Politics remained relevant after 1910, because the state’s participation in welfare provision initiatives was defined to benefit groups that the ruling party viewed as allies. These initiatives were the antecedents of poverty-alleviation programs that became ubiquitous after 1950. As we will see in this section, the betterment of the living standards of the population at large and the potential gains that this improvement could bring to Mexico as a nation were part of the political rhetoric; the reality, however, was one of persistent inequality.
The argument of this section is threefold. First, in Mexico the design of welfare institutions was shaped by social and political events taking place during this period as much as by ideas on welfare developing in countries of the Western world as understood by Mexican intellectuals.
Second, the role of the Catholic Church, the most important welfare institution since the colonial period, dramatically reduced its capabilities of serving the needy during the period 1850–1950. With the triumph of liberals and the drafting of a new constitution in 1857, the state managed to establish a legal framework that undermined the power and wealth of the Catholic Church such that it diminished the size and scope of its welfare institutions. Although some secular private welfare institutions emerged during the second half of the nineteenth century, they did not fill the void left by Catholic charitable enterprises as they ceased to exist. Secular welfare institutions barely grew in number and size during the first half of the twentieth century, in large part because the state bureaucracy hindered their creation and the government did not grant them legal personality until the late 1940s.1 In the postrevolutionary period, the limited growth of these institutions was also the result of the new centralizing and paternalistic state rhetoric that took responsibility for the people’s welfare. This discourse did not favor the development of a sense of social responsibility among the upper strata of the population to inspire them to “give back,” in the way it evolved in other countries of the Western world.

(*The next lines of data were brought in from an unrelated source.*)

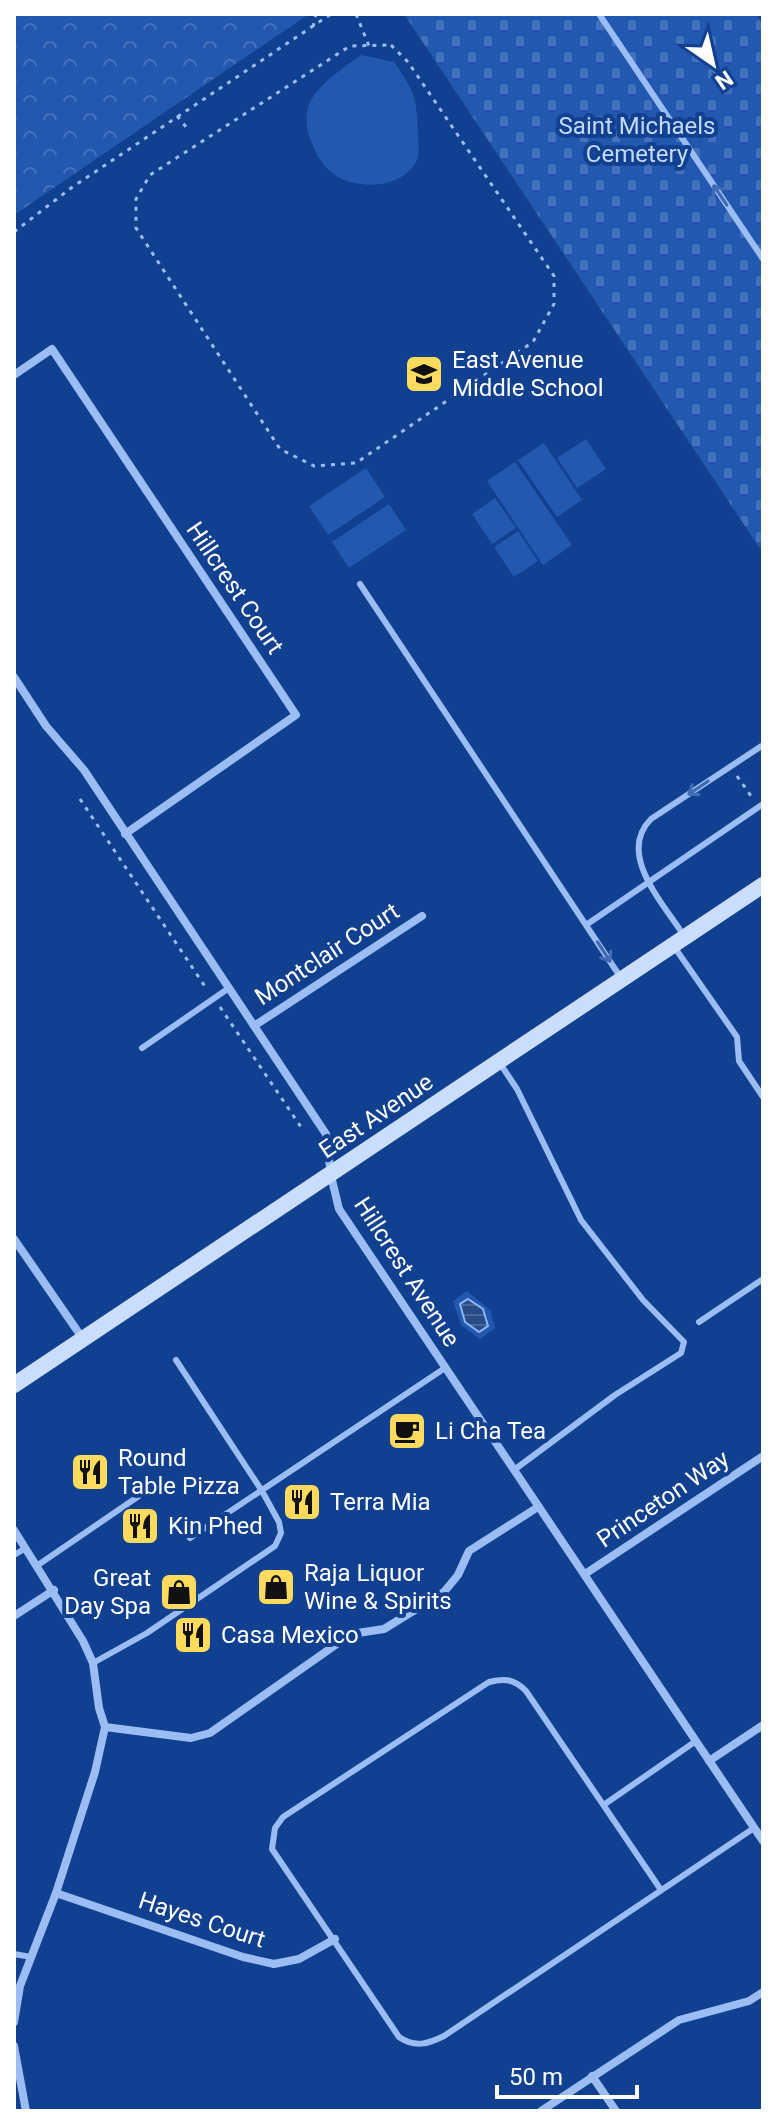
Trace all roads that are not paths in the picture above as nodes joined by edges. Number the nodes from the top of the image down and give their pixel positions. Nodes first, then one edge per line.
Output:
1 (599, 14) edge
2 (763, 259) edge
3 (14, 375) edge
4 (360, 584) dead end
5 (14, 677) edge
6 (763, 745) edge
7 (760, 806) edge
8 (125, 834) junction
9 (649, 880) junction
10 (763, 885) edge
11 (422, 916) dead end
12 (586, 925) junction
13 (679, 941) junction
14 (622, 979) junction
15 (229, 988) junction
16 (254, 1026) junction
17 (142, 1048) dead end
18 (499, 1062) junction
19 (763, 1097) edge
20 (331, 1176) junction
21 (14, 1239) edge
22 (763, 1279) edge
23 (699, 1322) dead end
24 (83, 1339) junction
25 (176, 1360) dead end
26 (445, 1368) junction
27 (14, 1385) edge
28 (763, 1456) edge
29 (514, 1470) junction
30 (155, 1485) dead end
31 (262, 1491) junction
32 (538, 1507) junction
33 (14, 1530) edge
34 (190, 1538) dead end
35 (26, 1548) junction
36 (14, 1555) edge
37 (38, 1565) junction
38 (585, 1574) junction
39 (54, 1590) junction
40 (14, 1616) edge
41 (93, 1663) junction
42 (763, 1725) edge
43 (105, 1727) junction
44 (696, 1741) junction
45 (709, 1761) junction
46 (605, 1804) junction
47 (754, 1828) junction
48 (763, 1841) edge
49 (661, 1890) junction
50 (56, 1893) junction
51 (335, 1939) junction
52 (14, 1954) edge
53 (31, 1957) junction
54 (763, 1992) edge
55 (14, 2022) edge
56 (14, 2046) edge
57 (592, 2076) junction
58 (26, 2111) edge
59 (541, 2111) edge
60 (616, 2111) edge

2 -> 1 lane
3 - 8 street, Hillcrest Court
4 - 12 lane
5 - 8 street, Hillcrest Avenue
6 -> 9 lane
7 - 9 lane
8 - 15 street, Hillcrest Avenue
9 - 12 lane
9 - 13 lane
10 - 13 main road, East Avenue
11 - 16 street, Montclair Court
12 -> 14 lane
13 - 14 main road, East Avenue
13 - 19 lane
14 - 18 main road, East Avenue
15 - 16 street, Hillcrest Avenue
15 - 17 lane
16 - 20 street, Hillcrest Avenue
18 - 20 main road, East Avenue
18 - 29 lane
20 - 24 main road, East Avenue
20 - 26 street, Hillcrest Avenue
21 - 24 street
22 - 23 lane
24 - 27 main road, East Avenue
25 - 31 lane
26 - 29 street, Hillcrest Avenue
26 - 31 lane
28 - 38 street, Princeton Way
29 - 32 street, Hillcrest Avenue
30 - 37 lane
31 - 34 lane
31 - 41 lane
32 - 38 street, Hillcrest Avenue
32 - 43 street
33 - 35 street
35 - 36 lane
35 - 37 street
37 - 39 street
38 - 44 street, Hillcrest Avenue
39 - 40 street
39 - 41 street
41 - 43 street
42 - 45 street
43 - 50 street
44 - 45 street, Hillcrest Avenue
44 - 46 lane
45 - 47 street, Hillcrest Avenue
46 - 49 lane
46 - 51 lane
47 - 48 street, Hillcrest Avenue
47 - 49 lane
49 - 51 lane
50 - 51 street, Hayes Court
50 - 53 street
52 - 53 lane
53 - 55 street
54 - 57 street
56 - 58 street
57 - 59 street
57 - 60 street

The third part of the argument of this section is that in Mexico, the foundations of a welfare state did not begin to take a clear shape until the late 1930s, during the Lázaro Cárdenas presidency. During the second half of the nineteenth century, politicians and intellectuals reflected extensively on the role that the state should play as a welfare provider and continued to support the idea that it was not the responsibility of the state to care for the poor. There were a few laws and policies developed around that time that had some impact on welfare. Still, the incentive behind their creation usually had to do with the need to meet the requirements of economic modernization. In the early years of the postrevolutionary era there were some glimpses of intent to establish a legal and institutional framework that could help improve the well-being of the population; after all, in the consolidation of the new revolutionary state it was important to gain the support of groups that could serve as political allies. These glimpses can be seen in the reforms made to the 1917 Constitution pertaining to labor rights. Nonetheless, the actual enforcement of the new legislation was very slow and tended to favor only a limited segment of the population, namely, those groups that the government needed as allies to guarantee political stability and, after 1929, to guarantee permanence of the ruling political party in power.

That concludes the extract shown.